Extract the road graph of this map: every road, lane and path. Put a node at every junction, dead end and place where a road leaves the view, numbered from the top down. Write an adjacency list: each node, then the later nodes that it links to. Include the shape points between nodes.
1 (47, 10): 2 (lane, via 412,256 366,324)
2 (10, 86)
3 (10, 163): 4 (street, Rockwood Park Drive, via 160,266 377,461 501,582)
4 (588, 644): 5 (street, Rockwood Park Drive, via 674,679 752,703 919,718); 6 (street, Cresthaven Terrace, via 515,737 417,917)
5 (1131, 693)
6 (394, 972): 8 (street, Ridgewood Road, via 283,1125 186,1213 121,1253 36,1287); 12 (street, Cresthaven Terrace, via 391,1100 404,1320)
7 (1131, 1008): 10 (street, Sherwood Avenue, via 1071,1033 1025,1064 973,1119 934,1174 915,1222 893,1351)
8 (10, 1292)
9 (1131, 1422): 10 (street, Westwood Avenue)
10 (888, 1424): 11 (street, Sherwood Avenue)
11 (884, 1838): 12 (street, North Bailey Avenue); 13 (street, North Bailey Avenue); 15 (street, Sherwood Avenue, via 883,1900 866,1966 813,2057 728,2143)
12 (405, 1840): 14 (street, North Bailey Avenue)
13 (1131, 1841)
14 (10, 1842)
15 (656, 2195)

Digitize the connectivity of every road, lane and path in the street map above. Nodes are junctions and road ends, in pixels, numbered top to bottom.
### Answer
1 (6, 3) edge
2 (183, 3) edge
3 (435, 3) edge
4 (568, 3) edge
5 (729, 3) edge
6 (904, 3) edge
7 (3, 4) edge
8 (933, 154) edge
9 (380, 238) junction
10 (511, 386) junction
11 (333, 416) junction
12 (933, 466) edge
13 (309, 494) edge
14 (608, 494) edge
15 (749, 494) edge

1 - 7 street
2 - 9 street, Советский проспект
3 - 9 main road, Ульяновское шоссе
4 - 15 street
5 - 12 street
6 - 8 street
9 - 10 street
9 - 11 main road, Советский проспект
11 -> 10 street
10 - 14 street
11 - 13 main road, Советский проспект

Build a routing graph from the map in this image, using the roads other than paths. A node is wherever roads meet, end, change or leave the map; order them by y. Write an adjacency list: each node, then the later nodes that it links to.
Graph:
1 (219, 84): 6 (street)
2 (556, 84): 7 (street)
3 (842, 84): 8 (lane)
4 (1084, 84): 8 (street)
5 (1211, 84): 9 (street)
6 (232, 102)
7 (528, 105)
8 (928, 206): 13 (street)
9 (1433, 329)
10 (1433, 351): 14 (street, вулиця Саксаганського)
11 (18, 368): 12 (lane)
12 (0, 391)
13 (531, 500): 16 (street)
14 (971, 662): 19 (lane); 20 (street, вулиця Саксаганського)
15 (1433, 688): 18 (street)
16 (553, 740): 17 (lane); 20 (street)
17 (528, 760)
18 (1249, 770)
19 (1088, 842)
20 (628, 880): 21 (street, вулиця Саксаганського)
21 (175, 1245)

**What you are asked to do:** From the first line to the last, return the records unchanged.

**Exercise solution:**
Extract the road graph of this map: every road, lane and path. Put a node at every junction, dead end and place where a road leaves the view, numbered from the top down. Write an adjacency list: each node, then the later nodes that it links to. Include the shape points between nodes.
1 (47, 10): 2 (lane, via 412,256 366,324)
2 (10, 86)
3 (10, 163): 4 (street, Rockwood Park Drive, via 160,266 377,461 501,582)
4 (588, 644): 5 (street, Rockwood Park Drive, via 674,679 752,703 919,718); 6 (street, Cresthaven Terrace, via 515,737 417,917)
5 (1131, 693)
6 (394, 972): 8 (street, Ridgewood Road, via 283,1125 186,1213 121,1253 36,1287); 12 (street, Cresthaven Terrace, via 391,1100 404,1320)
7 (1131, 1008): 10 (street, Sherwood Avenue, via 1071,1033 1025,1064 973,1119 934,1174 915,1222 893,1351)
8 (10, 1292)
9 (1131, 1422): 10 (street, Westwood Avenue)
10 (888, 1424): 11 (street, Sherwood Avenue)
11 (884, 1838): 12 (street, North Bailey Avenue); 13 (street, North Bailey Avenue); 15 (street, Sherwood Avenue, via 883,1900 866,1966 813,2057 728,2143)
12 (405, 1840): 14 (street, North Bailey Avenue)
13 (1131, 1841)
14 (10, 1842)
15 (656, 2195)

Digitize the connectivity of every road, lane and path in the street map above. Nodes are junctions and road ends, in pixels, numbered top to bottom.
### Answer
1 (6, 3) edge
2 (183, 3) edge
3 (435, 3) edge
4 (568, 3) edge
5 (729, 3) edge
6 (904, 3) edge
7 (3, 4) edge
8 (933, 154) edge
9 (380, 238) junction
10 (511, 386) junction
11 (333, 416) junction
12 (933, 466) edge
13 (309, 494) edge
14 (608, 494) edge
15 (749, 494) edge

1 - 7 street
2 - 9 street, Советский проспект
3 - 9 main road, Ульяновское шоссе
4 - 15 street
5 - 12 street
6 - 8 street
9 - 10 street
9 - 11 main road, Советский проспект
11 -> 10 street
10 - 14 street
11 - 13 main road, Советский проспект

Build a routing graph from the map in this image, using the roads other than paths. A node is wherever roads meet, end, change or leave the map; order them by y. Write an adjacency list: each node, then the later nodes that it links to.
Graph:
1 (219, 84): 6 (street)
2 (556, 84): 7 (street)
3 (842, 84): 8 (lane)
4 (1084, 84): 8 (street)
5 (1211, 84): 9 (street)
6 (232, 102)
7 (528, 105)
8 (928, 206): 13 (street)
9 (1433, 329)
10 (1433, 351): 14 (street, вулиця Саксаганського)
11 (18, 368): 12 (lane)
12 (0, 391)
13 (531, 500): 16 (street)
14 (971, 662): 19 (lane); 20 (street, вулиця Саксаганського)
15 (1433, 688): 18 (street)
16 (553, 740): 17 (lane); 20 (street)
17 (528, 760)
18 (1249, 770)
19 (1088, 842)
20 (628, 880): 21 (street, вулиця Саксаганського)
21 (175, 1245)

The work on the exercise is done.